Brilliant! … n’est-ce pas? :laughing:

Very nice. Can A1 accomplish it ? Its like the mathematical analysis of topical and internal mathematical analysis of limits as boundaries.

Can A1 accomplish that , which it has taken mankind’s whole. existence to come to this point? If A1 can, then perhaps the ontologocal warning of Occam’s Razor can coincide with those current opinions regarding the unworthiness of reliance upon the trust vested on modern technology.

Or is the early preoccupation of linking identity via Leibnitz’s two spheres will tend to show more convergence then divergence , reducing motive behind intentionality and looking at the morphology of the Great Social Experiment more likely furthered furtheredby a kind Rouseau-en than Hobbs-Ian social contract?

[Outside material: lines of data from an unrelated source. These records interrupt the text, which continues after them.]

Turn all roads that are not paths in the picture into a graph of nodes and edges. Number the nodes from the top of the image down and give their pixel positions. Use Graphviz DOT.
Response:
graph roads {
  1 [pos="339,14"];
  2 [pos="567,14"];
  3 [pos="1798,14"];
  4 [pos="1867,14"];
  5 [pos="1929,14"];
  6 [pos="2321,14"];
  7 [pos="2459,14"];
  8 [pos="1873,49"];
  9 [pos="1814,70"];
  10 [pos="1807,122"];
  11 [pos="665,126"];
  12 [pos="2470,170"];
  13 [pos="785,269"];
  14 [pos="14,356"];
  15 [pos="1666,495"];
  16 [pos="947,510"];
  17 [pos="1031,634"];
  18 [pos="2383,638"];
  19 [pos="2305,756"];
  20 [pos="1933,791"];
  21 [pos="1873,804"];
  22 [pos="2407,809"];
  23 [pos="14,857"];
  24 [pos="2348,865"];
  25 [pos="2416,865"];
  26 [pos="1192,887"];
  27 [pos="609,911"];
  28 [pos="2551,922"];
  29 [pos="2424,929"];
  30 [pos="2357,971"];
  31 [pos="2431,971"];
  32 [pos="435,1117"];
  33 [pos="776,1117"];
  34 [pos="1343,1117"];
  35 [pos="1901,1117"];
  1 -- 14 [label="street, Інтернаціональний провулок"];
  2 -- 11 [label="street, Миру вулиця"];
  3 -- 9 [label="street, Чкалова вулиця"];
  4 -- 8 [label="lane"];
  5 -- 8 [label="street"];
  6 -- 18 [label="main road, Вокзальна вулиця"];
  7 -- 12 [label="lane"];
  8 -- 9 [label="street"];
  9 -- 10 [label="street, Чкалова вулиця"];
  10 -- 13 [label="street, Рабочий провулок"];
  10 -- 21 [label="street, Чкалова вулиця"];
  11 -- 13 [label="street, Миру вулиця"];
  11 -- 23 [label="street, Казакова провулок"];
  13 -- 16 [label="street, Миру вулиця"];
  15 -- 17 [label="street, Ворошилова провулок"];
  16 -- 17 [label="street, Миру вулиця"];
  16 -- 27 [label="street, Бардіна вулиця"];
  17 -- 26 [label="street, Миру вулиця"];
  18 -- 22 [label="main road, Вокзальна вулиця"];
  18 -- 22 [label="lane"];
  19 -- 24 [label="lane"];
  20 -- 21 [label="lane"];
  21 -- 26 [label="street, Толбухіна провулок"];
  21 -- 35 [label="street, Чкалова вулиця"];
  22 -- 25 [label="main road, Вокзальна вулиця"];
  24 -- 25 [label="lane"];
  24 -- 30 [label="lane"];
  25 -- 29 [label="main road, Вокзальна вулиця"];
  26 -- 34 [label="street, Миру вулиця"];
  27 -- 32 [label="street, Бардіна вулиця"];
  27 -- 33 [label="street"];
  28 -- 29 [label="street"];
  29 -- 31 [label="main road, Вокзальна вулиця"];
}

Now I know how You hate fancy language Pilgrim so ignore this last philosophical comment, for this is a literary genre here, but I needed to establish links , to which I can layer on refer to . Sorry to say, one of may marked disabilities disabilities has to do with short term memory loss, indigenous, but definitely related to drink going back to my teen years.

And since we’re not too much off tangent here behind the Planetary Odyssey, I wonder if the Great Homeric Odyssey can somehow be touched upon? In fact the mere mention of it , brings to mind its temporal influence.

Gib: dis You use ‘Odeasey’ in its temporal l sense , or more alongside its colloquial rendition?